EXERCISE PROMPT: Every line of the records that holds the word "junction" should be copied.

○ ○ ○ ○ ○ ○ ○

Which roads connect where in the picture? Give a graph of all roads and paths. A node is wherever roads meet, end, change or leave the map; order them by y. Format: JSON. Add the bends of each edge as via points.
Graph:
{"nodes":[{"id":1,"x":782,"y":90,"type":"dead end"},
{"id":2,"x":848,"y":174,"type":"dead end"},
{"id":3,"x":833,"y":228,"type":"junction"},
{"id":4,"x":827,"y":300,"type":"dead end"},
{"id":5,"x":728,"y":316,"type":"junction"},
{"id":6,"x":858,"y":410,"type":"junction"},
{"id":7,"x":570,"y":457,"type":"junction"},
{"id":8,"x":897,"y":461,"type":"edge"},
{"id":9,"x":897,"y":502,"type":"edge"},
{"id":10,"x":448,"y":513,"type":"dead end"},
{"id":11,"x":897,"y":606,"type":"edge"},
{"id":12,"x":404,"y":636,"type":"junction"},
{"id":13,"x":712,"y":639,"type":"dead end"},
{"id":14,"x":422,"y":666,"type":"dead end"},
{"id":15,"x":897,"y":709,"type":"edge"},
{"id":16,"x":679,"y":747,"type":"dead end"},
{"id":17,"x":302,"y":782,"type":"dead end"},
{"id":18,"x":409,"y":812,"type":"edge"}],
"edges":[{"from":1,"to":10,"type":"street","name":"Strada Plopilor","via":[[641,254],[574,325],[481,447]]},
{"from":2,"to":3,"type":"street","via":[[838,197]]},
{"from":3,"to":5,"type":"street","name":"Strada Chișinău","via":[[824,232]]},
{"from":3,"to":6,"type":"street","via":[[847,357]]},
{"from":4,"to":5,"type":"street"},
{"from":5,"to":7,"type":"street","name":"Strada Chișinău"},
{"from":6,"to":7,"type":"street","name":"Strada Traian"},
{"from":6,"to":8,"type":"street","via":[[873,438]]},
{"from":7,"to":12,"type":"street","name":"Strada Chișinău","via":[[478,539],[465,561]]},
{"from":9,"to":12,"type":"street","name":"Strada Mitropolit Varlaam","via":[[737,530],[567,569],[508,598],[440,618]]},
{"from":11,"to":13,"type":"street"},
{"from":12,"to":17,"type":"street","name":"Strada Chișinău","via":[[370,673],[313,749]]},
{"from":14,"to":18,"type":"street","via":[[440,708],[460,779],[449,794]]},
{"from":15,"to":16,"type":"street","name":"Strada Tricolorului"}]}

○ ○ ○ ○ ○ ○ ○

ANSWER BOX:
{"id":3,"x":833,"y":228,"type":"junction"},
{"id":5,"x":728,"y":316,"type":"junction"},
{"id":6,"x":858,"y":410,"type":"junction"},
{"id":7,"x":570,"y":457,"type":"junction"},
{"id":12,"x":404,"y":636,"type":"junction"},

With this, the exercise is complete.